[YOUR ASSIGNMENT]:
If a line holds the word "dead", copy it from the entries.

[DATA]:
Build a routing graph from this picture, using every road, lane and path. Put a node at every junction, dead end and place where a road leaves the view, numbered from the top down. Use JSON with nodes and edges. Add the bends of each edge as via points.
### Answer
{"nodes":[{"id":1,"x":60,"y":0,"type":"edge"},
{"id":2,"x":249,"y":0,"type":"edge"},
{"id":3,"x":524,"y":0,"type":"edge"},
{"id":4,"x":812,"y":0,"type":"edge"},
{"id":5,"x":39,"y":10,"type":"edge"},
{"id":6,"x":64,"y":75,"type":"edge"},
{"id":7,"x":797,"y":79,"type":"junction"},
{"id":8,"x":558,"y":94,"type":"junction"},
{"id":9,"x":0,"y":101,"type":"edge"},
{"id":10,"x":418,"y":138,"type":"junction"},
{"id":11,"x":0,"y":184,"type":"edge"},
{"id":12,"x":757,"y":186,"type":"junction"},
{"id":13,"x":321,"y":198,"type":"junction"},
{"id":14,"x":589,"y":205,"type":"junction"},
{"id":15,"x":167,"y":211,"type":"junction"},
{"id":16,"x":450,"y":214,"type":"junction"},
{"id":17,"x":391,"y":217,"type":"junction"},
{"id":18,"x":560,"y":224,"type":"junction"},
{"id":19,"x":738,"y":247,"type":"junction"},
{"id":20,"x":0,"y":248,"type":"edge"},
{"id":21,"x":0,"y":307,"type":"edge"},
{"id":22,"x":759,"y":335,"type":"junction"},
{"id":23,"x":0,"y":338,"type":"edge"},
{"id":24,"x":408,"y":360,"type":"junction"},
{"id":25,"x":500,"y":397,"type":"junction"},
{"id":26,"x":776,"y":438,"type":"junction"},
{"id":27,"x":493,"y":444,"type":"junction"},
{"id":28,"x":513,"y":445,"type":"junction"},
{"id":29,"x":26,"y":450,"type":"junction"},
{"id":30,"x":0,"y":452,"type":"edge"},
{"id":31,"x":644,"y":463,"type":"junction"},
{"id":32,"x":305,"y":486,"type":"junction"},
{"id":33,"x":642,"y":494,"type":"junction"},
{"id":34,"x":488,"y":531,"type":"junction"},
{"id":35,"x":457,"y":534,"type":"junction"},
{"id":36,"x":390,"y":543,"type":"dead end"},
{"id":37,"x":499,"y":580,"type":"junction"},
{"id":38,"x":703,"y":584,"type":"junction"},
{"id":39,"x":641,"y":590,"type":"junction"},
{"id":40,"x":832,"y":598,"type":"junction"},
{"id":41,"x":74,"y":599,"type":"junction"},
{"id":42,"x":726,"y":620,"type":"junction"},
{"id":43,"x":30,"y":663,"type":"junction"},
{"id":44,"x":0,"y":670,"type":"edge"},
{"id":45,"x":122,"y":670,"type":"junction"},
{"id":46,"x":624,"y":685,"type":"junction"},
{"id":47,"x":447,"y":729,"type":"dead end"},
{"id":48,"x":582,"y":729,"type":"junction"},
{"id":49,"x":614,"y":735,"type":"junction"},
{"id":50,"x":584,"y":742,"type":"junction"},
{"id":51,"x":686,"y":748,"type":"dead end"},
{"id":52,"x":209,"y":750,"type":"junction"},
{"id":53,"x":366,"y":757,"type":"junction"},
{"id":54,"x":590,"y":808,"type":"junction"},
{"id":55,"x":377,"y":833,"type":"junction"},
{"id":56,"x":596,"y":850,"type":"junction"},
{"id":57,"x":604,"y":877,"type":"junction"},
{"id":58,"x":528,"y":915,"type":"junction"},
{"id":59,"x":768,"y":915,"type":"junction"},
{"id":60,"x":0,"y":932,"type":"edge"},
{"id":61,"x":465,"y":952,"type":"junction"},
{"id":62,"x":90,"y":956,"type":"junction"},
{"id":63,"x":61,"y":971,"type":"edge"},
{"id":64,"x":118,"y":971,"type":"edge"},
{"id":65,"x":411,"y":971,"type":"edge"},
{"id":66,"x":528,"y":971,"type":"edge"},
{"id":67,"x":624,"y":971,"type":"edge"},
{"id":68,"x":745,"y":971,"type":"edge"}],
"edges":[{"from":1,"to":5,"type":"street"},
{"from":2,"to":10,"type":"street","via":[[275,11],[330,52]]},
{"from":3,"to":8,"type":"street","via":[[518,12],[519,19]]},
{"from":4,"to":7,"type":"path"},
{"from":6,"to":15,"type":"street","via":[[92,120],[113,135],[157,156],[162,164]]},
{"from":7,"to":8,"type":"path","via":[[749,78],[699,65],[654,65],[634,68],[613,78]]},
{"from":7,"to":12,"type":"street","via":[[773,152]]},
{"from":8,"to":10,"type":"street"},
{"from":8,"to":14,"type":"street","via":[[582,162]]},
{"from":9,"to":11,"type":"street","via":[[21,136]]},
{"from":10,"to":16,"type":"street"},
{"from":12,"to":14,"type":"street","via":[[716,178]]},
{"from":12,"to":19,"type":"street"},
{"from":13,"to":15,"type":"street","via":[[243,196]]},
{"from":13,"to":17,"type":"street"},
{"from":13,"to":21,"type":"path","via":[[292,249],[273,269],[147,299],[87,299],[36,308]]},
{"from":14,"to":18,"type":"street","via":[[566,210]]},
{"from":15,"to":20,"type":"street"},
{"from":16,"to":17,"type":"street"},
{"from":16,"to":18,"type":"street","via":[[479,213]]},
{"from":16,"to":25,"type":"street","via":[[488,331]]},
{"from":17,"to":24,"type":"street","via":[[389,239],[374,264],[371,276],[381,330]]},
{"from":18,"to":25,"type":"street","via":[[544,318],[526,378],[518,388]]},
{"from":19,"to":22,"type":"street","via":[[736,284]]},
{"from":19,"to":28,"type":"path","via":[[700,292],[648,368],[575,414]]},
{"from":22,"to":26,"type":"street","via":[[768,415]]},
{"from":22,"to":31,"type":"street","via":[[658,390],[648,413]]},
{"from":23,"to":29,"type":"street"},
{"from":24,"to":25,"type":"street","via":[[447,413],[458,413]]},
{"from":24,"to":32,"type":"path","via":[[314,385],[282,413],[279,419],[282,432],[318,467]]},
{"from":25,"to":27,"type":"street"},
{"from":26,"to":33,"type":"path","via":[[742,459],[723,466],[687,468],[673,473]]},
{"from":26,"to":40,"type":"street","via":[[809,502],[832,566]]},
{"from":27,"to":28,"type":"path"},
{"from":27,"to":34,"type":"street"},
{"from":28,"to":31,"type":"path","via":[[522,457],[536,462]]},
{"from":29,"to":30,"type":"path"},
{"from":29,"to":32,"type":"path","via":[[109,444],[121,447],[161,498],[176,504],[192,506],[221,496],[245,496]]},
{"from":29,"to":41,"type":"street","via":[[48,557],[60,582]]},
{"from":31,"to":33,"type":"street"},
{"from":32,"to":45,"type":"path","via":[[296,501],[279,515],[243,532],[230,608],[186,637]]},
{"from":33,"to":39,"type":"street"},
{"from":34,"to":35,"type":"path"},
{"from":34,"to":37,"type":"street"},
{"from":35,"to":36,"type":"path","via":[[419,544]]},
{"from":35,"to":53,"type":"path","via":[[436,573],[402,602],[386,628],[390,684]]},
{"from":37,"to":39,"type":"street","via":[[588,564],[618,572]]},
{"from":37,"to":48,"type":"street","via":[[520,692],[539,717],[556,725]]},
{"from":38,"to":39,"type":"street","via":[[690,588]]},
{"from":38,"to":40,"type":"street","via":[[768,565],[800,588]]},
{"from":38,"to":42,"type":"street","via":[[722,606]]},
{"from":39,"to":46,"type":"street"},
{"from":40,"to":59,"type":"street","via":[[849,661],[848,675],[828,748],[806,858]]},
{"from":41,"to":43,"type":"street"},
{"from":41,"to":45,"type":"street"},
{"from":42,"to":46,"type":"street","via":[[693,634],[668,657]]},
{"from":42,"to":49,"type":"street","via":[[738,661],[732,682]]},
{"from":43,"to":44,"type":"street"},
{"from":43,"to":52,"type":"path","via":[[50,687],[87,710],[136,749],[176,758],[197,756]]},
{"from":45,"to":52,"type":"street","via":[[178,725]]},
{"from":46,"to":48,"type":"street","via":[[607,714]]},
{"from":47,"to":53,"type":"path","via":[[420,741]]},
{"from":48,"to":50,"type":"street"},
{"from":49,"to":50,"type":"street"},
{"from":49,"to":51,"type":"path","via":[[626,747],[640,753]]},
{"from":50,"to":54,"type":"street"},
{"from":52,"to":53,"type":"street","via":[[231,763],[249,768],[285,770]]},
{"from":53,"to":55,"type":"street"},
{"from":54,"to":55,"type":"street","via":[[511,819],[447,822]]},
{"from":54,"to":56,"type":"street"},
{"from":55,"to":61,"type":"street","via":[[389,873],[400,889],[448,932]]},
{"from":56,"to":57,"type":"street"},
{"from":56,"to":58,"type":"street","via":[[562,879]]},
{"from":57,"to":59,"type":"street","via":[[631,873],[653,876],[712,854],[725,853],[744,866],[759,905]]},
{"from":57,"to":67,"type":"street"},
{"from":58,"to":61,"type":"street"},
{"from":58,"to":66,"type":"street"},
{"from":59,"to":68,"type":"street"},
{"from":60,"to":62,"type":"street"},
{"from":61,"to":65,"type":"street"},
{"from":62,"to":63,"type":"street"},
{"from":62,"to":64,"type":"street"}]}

[TASK RESULT]:
Build a routing graph from this picture, using every road, lane and path. Put a node at every junction, dead end and place where a road leaves the view, numbered from the top down. Use JSON with nodes and edges. Add the bends of each edge as via points.
{"id":36,"x":390,"y":543,"type":"dead end"},
{"id":47,"x":447,"y":729,"type":"dead end"},
{"id":51,"x":686,"y":748,"type":"dead end"},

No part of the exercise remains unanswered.